También está Bex, una británica de unos 50 años con los ojos grandes y desorbitados porque acaba de tomarse una pastilla. Sólo pasa un mes al año en el Reino Unido. Explica que no regresa porque quiera, sino para tranquilizar a su familia, que está preocupada por ella.
Aquí estamos juntos en esta isla paradisíaca del sudeste asiático y todos hemos cerrado ya los portátiles. Este es el sueño del nómada digital, ¿verdad? Así es la aventura y la libertad, ¿No es así? Felicidad en estado puro. ¿O es todo una farsa?
En los últimos años, la cifra de nómadas digitales -personas que trabajan a distancia sin un lugar fijo- ha aumentado espectacularmente. De hecho, en 2024 cerca de 18,1 millones de trabajadores estadounidenses se describieron a sí mismos como nómadas digitales; un aumento del 147% desde 2019, según la consultora de recursos humanos MBO Partners. La firma de investigación Public First estima que hay 165.000 ciudadanos británicos que trabajan como nómadas digitales y que el 7% de la población adulta afirma que es muy probable que viva y trabaje como nómada digital en los próximos tres años.

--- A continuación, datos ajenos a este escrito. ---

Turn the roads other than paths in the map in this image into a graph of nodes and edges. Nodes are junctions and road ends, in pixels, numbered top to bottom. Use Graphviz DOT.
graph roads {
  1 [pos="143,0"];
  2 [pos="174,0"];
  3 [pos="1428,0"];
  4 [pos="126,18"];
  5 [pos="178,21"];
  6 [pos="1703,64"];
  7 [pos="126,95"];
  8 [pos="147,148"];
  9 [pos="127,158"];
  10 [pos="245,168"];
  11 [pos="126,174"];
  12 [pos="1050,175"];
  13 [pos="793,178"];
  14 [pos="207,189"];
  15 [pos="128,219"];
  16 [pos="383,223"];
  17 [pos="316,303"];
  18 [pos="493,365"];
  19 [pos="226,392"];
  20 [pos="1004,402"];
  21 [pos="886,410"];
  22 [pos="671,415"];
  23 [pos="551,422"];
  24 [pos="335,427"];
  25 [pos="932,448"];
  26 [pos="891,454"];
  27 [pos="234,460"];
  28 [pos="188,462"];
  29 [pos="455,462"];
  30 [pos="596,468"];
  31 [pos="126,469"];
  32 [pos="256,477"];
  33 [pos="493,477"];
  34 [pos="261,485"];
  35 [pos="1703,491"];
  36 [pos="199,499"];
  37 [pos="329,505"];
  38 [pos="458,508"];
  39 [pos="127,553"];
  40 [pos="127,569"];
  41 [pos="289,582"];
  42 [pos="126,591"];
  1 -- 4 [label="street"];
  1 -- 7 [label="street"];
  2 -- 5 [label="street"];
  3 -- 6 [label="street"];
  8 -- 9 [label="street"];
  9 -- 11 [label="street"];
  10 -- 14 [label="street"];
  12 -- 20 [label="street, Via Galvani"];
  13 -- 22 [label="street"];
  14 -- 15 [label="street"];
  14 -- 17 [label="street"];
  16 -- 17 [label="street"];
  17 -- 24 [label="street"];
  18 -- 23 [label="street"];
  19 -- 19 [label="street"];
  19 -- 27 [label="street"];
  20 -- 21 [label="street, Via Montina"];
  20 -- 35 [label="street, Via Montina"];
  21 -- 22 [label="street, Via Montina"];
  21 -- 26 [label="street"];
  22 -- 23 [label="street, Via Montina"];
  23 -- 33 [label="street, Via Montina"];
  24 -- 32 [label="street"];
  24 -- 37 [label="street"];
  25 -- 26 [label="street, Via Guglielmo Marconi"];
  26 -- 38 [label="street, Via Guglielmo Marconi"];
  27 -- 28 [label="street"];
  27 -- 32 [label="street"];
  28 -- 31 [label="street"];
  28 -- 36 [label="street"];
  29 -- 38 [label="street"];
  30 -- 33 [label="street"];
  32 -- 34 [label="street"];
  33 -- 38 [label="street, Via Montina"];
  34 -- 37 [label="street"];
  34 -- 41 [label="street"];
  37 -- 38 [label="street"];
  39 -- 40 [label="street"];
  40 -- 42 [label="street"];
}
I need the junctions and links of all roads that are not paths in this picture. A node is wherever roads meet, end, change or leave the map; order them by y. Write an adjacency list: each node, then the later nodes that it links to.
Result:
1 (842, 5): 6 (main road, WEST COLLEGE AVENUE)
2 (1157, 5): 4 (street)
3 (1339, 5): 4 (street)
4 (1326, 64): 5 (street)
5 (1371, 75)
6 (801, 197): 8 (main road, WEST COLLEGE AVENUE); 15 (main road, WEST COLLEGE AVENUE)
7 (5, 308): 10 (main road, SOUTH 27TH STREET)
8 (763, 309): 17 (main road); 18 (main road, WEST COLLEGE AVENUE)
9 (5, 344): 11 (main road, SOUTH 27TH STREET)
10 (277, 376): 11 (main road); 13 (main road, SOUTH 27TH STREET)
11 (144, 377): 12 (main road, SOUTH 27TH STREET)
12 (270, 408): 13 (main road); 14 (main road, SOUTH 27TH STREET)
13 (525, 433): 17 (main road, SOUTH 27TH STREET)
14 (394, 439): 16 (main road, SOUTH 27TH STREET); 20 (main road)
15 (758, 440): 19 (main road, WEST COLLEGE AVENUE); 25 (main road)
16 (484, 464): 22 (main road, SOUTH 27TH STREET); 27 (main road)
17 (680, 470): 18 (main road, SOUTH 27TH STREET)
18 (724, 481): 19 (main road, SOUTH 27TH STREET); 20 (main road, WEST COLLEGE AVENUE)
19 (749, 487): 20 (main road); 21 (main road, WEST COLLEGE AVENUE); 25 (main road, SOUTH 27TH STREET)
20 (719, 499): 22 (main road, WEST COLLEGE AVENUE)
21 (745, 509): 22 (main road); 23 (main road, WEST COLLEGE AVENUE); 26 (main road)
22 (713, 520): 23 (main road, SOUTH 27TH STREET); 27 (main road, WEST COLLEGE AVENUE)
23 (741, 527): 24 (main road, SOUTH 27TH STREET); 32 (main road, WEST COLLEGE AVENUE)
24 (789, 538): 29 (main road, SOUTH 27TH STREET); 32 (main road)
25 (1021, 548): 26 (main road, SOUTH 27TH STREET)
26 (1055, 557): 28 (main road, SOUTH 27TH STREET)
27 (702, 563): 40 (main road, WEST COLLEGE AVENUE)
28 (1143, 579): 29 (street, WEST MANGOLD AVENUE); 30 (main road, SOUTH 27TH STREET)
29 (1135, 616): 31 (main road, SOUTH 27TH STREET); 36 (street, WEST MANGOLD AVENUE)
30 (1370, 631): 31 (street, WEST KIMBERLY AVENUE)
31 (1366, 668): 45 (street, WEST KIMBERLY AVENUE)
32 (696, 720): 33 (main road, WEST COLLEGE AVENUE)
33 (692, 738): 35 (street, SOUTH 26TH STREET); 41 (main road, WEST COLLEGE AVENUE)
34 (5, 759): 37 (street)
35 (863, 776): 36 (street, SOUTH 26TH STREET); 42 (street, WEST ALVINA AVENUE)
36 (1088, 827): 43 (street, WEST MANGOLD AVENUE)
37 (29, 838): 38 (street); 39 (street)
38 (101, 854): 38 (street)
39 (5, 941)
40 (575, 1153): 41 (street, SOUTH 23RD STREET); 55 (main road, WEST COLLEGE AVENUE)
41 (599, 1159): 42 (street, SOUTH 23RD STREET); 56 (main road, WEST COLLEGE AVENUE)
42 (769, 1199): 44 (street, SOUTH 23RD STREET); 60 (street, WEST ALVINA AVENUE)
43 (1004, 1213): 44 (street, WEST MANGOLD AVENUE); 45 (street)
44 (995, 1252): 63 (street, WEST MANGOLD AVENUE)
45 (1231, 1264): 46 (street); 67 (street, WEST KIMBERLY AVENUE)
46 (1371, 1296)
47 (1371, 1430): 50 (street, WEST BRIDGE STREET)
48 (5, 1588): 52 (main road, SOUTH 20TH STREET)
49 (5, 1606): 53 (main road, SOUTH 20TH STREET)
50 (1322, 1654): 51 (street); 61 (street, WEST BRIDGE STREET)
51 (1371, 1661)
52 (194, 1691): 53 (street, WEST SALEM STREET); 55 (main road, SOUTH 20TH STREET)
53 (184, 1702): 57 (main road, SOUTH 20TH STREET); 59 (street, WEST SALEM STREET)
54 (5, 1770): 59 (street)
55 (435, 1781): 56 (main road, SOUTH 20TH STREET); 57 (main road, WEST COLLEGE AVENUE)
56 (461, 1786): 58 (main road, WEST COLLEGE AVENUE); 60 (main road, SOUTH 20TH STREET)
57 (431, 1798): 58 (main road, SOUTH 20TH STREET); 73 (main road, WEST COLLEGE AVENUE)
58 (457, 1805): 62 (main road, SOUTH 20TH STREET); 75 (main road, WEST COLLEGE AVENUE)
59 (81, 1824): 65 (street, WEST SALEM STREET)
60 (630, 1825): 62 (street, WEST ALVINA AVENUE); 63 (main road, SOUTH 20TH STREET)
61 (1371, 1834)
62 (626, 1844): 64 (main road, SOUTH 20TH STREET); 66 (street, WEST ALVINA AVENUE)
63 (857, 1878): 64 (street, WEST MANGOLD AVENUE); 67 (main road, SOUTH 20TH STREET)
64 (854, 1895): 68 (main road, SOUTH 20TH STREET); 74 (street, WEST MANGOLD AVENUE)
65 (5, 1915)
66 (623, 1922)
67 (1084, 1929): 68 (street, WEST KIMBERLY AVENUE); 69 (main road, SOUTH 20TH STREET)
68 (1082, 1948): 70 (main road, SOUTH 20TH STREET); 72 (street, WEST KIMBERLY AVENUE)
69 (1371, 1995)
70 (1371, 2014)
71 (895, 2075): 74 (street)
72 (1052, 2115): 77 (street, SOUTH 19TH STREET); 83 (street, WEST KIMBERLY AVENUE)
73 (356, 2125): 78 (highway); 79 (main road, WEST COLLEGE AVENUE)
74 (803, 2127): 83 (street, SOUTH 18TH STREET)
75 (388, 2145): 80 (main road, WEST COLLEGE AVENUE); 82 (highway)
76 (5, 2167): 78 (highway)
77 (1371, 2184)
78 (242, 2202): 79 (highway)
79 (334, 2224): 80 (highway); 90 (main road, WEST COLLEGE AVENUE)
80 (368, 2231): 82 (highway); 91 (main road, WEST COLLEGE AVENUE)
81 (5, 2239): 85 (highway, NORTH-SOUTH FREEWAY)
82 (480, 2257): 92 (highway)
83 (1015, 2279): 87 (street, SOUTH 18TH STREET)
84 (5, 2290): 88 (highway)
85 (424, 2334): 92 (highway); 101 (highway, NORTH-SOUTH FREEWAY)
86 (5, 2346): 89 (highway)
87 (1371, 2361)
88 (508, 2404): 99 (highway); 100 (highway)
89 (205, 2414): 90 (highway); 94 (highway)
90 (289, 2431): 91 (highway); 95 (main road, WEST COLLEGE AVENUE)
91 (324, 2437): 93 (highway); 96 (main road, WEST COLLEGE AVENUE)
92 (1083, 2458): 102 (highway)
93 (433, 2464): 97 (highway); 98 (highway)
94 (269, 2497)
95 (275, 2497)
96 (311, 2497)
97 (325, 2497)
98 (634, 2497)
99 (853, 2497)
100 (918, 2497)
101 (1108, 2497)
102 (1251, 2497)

Sin embargo, para algunos nómadas digitales, el atractivo de este estilo de vida está disminuyendo. Lo sé porque, hasta hace poco, yo era uno de ellos. Soy escritora y en 2022 decidí hacerme autónoma. El coste de la vida en el Reino Unido se había disparado y tenía dos opciones; pagar unas 1.000 libras al mes por un piso en (a las afueras de Londres) o cuidar las mascotas de mis amigos cuando se iban de viaje y vivir, gratis, en sus casas mientras ahorraba para tener la entrada y comprar mi propia vivienda. Me pareció evidente qué decisión tomar.
Cuidé a mascotas en el Reino Unido y también en climas más soleados. Los vuelos eran lo que más me costaba (cuando no cuidaba mascotas, me quedaba con amigos y familiares que vivían en el extranjero), pero perseguir el sol seguía siendo más barato que pagar el alquiler y las facturas en el Reino Unido y me permitía ahorrar dinero. Ya sabía cómo era vivir y trabajar en el extranjero; había trabajado recientemente dos años en Japón y un año antes, en Australia. Así que, supuse, sería absurdo no irme a un bungalow del sudeste asiático y trabajar como freelance desde allí.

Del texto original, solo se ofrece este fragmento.